__What the task requires__
Return each line of the data below exactly, omitting any pictures.
═══ Information shown ═══
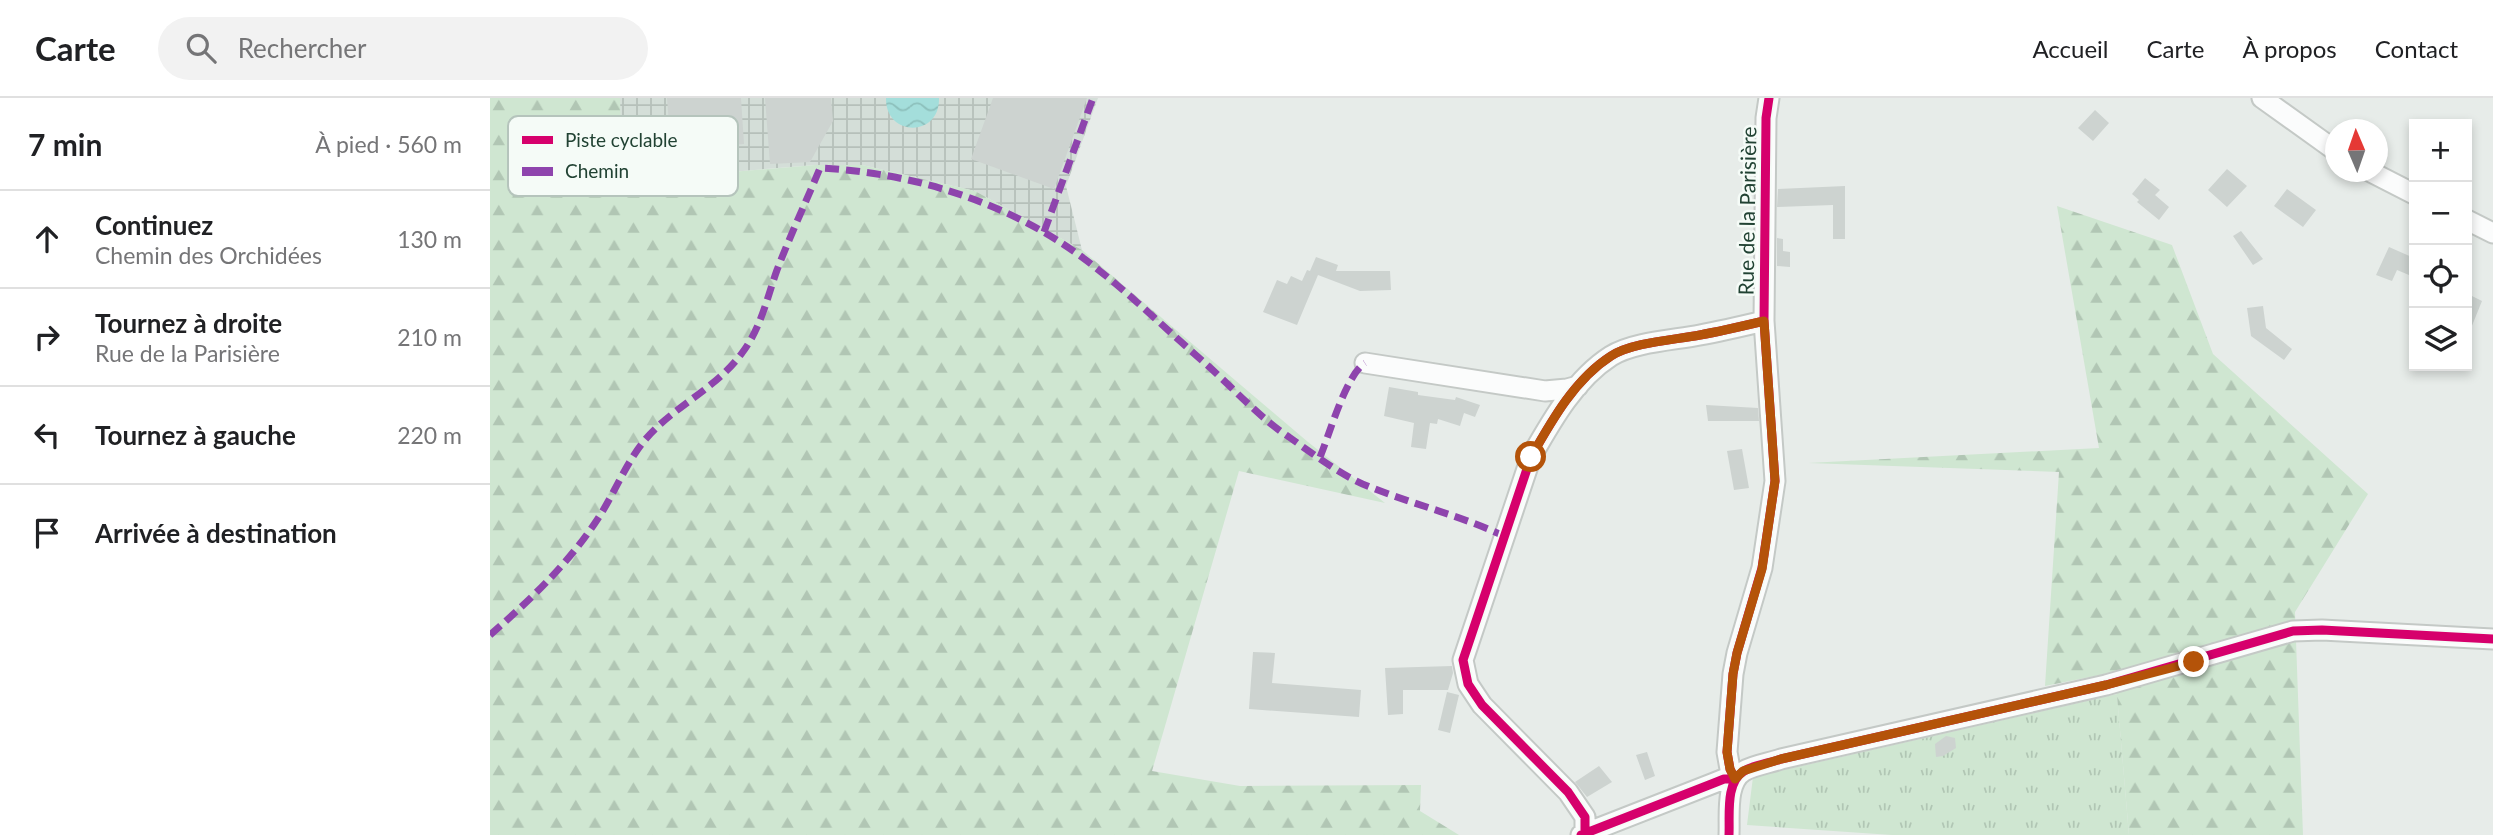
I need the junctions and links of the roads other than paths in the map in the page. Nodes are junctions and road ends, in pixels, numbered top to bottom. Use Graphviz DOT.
graph roads {
  1 [pos="1769,98"];
  2 [pos="2262,98"];
  3 [pos="2325,144"];
  4 [pos="2388,181"];
  5 [pos="2409,191"];
  6 [pos="2472,222"];
  7 [pos="2493,233"];
  8 [pos="1764,321"];
  9 [pos="1365,363"];
  10 [pos="1578,386"];
  11 [pos="2493,639"];
  12 [pos="1735,779"];
  13 [pos="1583,833"];
  14 [pos="1729,835"];
  1 -- 8 [label="street, Rue de la Parisière"];
  2 -- 3 [label="street"];
  4 -- 5 [label="street"];
  6 -- 7 [label="street"];
  8 -- 10 [label="street"];
  8 -- 12 [label="street, Rue de la Parisière"];
  9 -- 10 [label="street"];
  10 -- 13 [label="street"];
  11 -- 12 [label="street"];
  12 -- 13 [label="street"];
  12 -- 14 [label="street"];
}
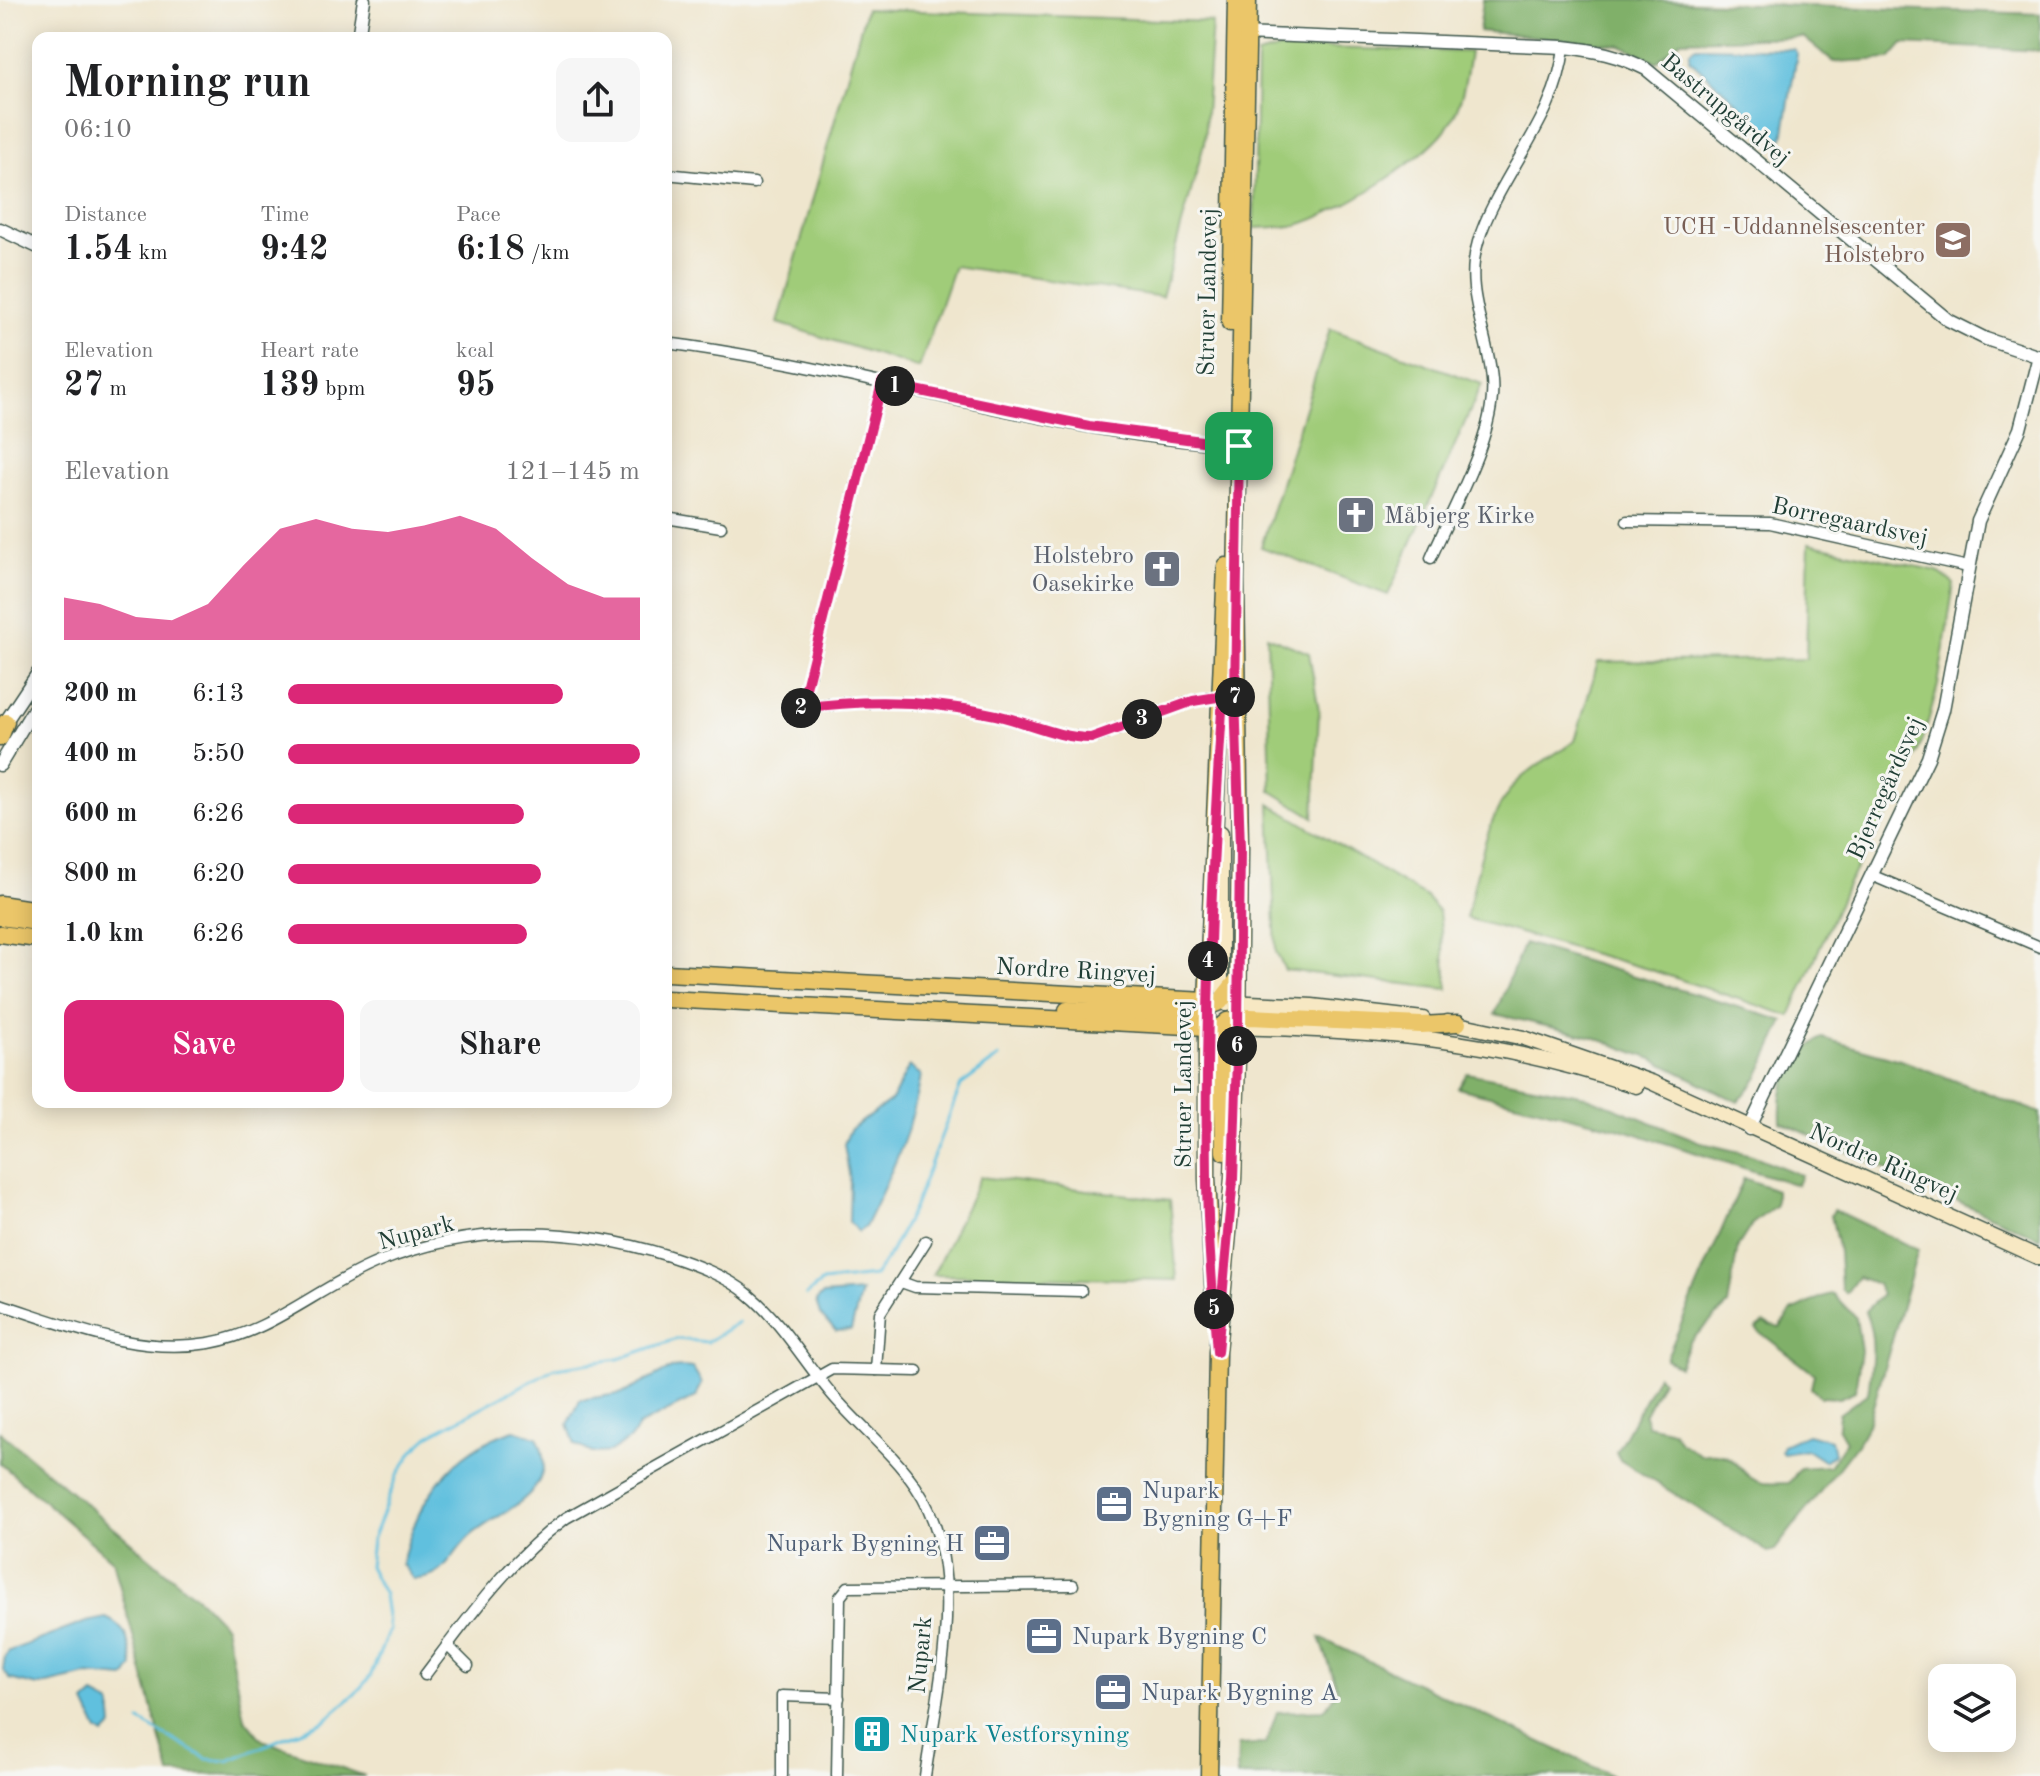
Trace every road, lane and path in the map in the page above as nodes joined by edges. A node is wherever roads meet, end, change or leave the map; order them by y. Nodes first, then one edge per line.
1 (364, 0) edge
2 (1236, 0) edge
3 (1248, 0) edge
4 (359, 32) edge
5 (1241, 34) junction
6 (1564, 47) junction
7 (672, 175) edge
8 (754, 183) dead end
9 (0, 229) edge
10 (32, 244) edge
11 (672, 344) edge
12 (2040, 356) edge
13 (882, 383) junction
14 (1234, 445) junction
15 (672, 519) edge
16 (1627, 521) dead end
17 (721, 527) dead end
18 (1431, 558) dead end
19 (1968, 567) junction
20 (32, 682) edge
21 (1229, 696) junction
22 (32, 712) edge
23 (2, 730) edge
24 (0, 765) edge
25 (1871, 875) junction
26 (0, 904) edge
27 (32, 909) edge
28 (0, 917) edge
29 (32, 921) edge
30 (0, 934) edge
31 (32, 938) edge
32 (2040, 947) edge
33 (672, 973) edge
34 (672, 999) edge
35 (1217, 1016) junction
36 (1458, 1023) joint
37 (1708, 1110) junction
38 (1749, 1129) junction
39 (1230, 1218) junction
40 (926, 1241) dead end
41 (2040, 1258) edge
42 (901, 1282) junction
43 (1081, 1291) dead end
44 (0, 1304) edge
45 (1217, 1352) junction
46 (876, 1370) junction
47 (917, 1371) dead end
48 (816, 1376) junction
49 (946, 1585) junction
50 (1073, 1585) dead end
51 (447, 1645) junction
52 (468, 1666) dead end
53 (425, 1675) dead end
54 (839, 1698) junction
55 (782, 1776) edge
56 (837, 1776) edge
57 (925, 1776) edge
58 (1209, 1776) edge

1 - 4 street
2 - 5 main road, Struer Landevej
3 - 5 main road, Struer Landevej
5 - 6 street, Bastrupgårdvej
5 - 14 main road, Struer Landevej
6 - 12 street, Bastrupgårdvej
6 - 18 street
7 - 8 street
9 - 10 street
11 - 13 street
12 - 19 street, Bjerregårdsvej
13 - 14 street
13 - 21 street
14 - 21 main road, Struer Landevej
15 - 17 street
16 - 19 street, Borregaardsvej
19 - 25 street, Bjerregårdsvej
20 - 23 street
21 - 35 main road, Struer Landevej
21 - 35 main road, Struer Landevej
22 - 24 street
25 - 32 street
25 - 38 street, Bjerregårdsvej
26 - 27 main road
28 - 29 main road
30 - 31 main road
33 - 35 main road, Nordre Ringvej
34 - 35 main road, Nordre Ringvej
35 - 36 main road
35 - 37 main road, Nordre Ringvej
35 - 39 main road, Struer Landevej
35 - 39 main road
35 - 45 main road, Struer Landevej
36 - 37 main road, Nordre Ringvej
37 - 38 main road, Nordre Ringvej
38 - 41 main road, Nordre Ringvej
39 - 45 main road, Struer Landevej
40 - 42 street
42 - 43 street
42 - 46 street
44 - 48 street, Nupark
45 - 58 main road, Struer Landevej
46 - 47 street
46 - 48 street
48 - 49 street, Nupark
48 - 51 street
49 - 50 street, Nupark
49 - 54 street, Nupark
49 - 57 street, Nupark
51 - 52 street
51 - 53 street
54 - 55 street
54 - 56 street, Nupark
═══
__Written solution__
I need the junctions and links of the roads other than paths in the map in the page. Nodes are junctions and road ends, in pixels, numbered top to bottom. Use Graphviz DOT.
graph roads {
  1 [pos="1769,98"];
  2 [pos="2262,98"];
  3 [pos="2325,144"];
  4 [pos="2388,181"];
  5 [pos="2409,191"];
  6 [pos="2472,222"];
  7 [pos="2493,233"];
  8 [pos="1764,321"];
  9 [pos="1365,363"];
  10 [pos="1578,386"];
  11 [pos="2493,639"];
  12 [pos="1735,779"];
  13 [pos="1583,833"];
  14 [pos="1729,835"];
  1 -- 8 [label="street, Rue de la Parisière"];
  2 -- 3 [label="street"];
  4 -- 5 [label="street"];
  6 -- 7 [label="street"];
  8 -- 10 [label="street"];
  8 -- 12 [label="street, Rue de la Parisière"];
  9 -- 10 [label="street"];
  10 -- 13 [label="street"];
  11 -- 12 [label="street"];
  12 -- 13 [label="street"];
  12 -- 14 [label="street"];
}
Trace every road, lane and path in the map in the page above as nodes joined by edges. A node is wherever roads meet, end, change or leave the map; order them by y. Nodes first, then one edge per line.
1 (364, 0) edge
2 (1236, 0) edge
3 (1248, 0) edge
4 (359, 32) edge
5 (1241, 34) junction
6 (1564, 47) junction
7 (672, 175) edge
8 (754, 183) dead end
9 (0, 229) edge
10 (32, 244) edge
11 (672, 344) edge
12 (2040, 356) edge
13 (882, 383) junction
14 (1234, 445) junction
15 (672, 519) edge
16 (1627, 521) dead end
17 (721, 527) dead end
18 (1431, 558) dead end
19 (1968, 567) junction
20 (32, 682) edge
21 (1229, 696) junction
22 (32, 712) edge
23 (2, 730) edge
24 (0, 765) edge
25 (1871, 875) junction
26 (0, 904) edge
27 (32, 909) edge
28 (0, 917) edge
29 (32, 921) edge
30 (0, 934) edge
31 (32, 938) edge
32 (2040, 947) edge
33 (672, 973) edge
34 (672, 999) edge
35 (1217, 1016) junction
36 (1458, 1023) joint
37 (1708, 1110) junction
38 (1749, 1129) junction
39 (1230, 1218) junction
40 (926, 1241) dead end
41 (2040, 1258) edge
42 (901, 1282) junction
43 (1081, 1291) dead end
44 (0, 1304) edge
45 (1217, 1352) junction
46 (876, 1370) junction
47 (917, 1371) dead end
48 (816, 1376) junction
49 (946, 1585) junction
50 (1073, 1585) dead end
51 (447, 1645) junction
52 (468, 1666) dead end
53 (425, 1675) dead end
54 (839, 1698) junction
55 (782, 1776) edge
56 (837, 1776) edge
57 (925, 1776) edge
58 (1209, 1776) edge

1 - 4 street
2 - 5 main road, Struer Landevej
3 - 5 main road, Struer Landevej
5 - 6 street, Bastrupgårdvej
5 - 14 main road, Struer Landevej
6 - 12 street, Bastrupgårdvej
6 - 18 street
7 - 8 street
9 - 10 street
11 - 13 street
12 - 19 street, Bjerregårdsvej
13 - 14 street
13 - 21 street
14 - 21 main road, Struer Landevej
15 - 17 street
16 - 19 street, Borregaardsvej
19 - 25 street, Bjerregårdsvej
20 - 23 street
21 - 35 main road, Struer Landevej
21 - 35 main road, Struer Landevej
22 - 24 street
25 - 32 street
25 - 38 street, Bjerregårdsvej
26 - 27 main road
28 - 29 main road
30 - 31 main road
33 - 35 main road, Nordre Ringvej
34 - 35 main road, Nordre Ringvej
35 - 36 main road
35 - 37 main road, Nordre Ringvej
35 - 39 main road, Struer Landevej
35 - 39 main road
35 - 45 main road, Struer Landevej
36 - 37 main road, Nordre Ringvej
37 - 38 main road, Nordre Ringvej
38 - 41 main road, Nordre Ringvej
39 - 45 main road, Struer Landevej
40 - 42 street
42 - 43 street
42 - 46 street
44 - 48 street, Nupark
45 - 58 main road, Struer Landevej
46 - 47 street
46 - 48 street
48 - 49 street, Nupark
48 - 51 street
49 - 50 street, Nupark
49 - 54 street, Nupark
49 - 57 street, Nupark
51 - 52 street
51 - 53 street
54 - 55 street
54 - 56 street, Nupark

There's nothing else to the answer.